- WHAT IS REQUIRED -
How many of the lines below hold the string "hand"? Say only the number.

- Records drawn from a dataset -
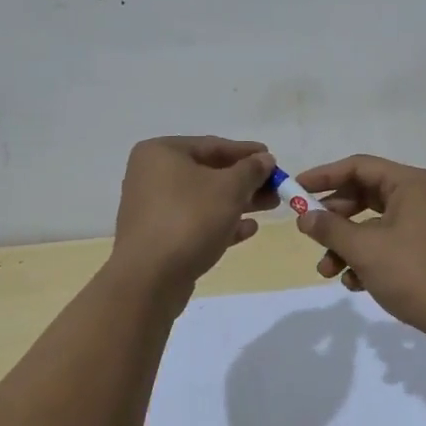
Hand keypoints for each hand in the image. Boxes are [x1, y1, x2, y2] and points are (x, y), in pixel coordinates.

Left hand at [111, 137, 277, 291]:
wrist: (149, 279)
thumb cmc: (189, 220)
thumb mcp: (229, 189)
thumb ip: (251, 170)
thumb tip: (265, 159)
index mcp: (161, 153)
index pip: (212, 145)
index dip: (246, 152)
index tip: (273, 158)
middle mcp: (152, 176)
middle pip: (208, 172)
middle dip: (245, 180)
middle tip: (276, 186)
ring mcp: (154, 208)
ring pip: (204, 199)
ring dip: (238, 202)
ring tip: (271, 206)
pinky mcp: (159, 237)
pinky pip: (195, 222)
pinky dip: (221, 223)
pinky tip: (249, 229)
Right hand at [293, 155, 425, 340]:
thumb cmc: (415, 272)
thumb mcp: (365, 249)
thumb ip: (330, 229)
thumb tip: (304, 216)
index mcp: (409, 183)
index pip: (358, 167)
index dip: (324, 176)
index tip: (295, 189)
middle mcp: (416, 197)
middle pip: (363, 195)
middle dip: (333, 218)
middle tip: (308, 233)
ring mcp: (421, 224)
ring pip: (370, 225)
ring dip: (345, 245)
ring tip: (327, 272)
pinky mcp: (422, 250)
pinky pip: (384, 244)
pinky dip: (365, 260)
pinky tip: (354, 284)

- FINAL ANSWER -
3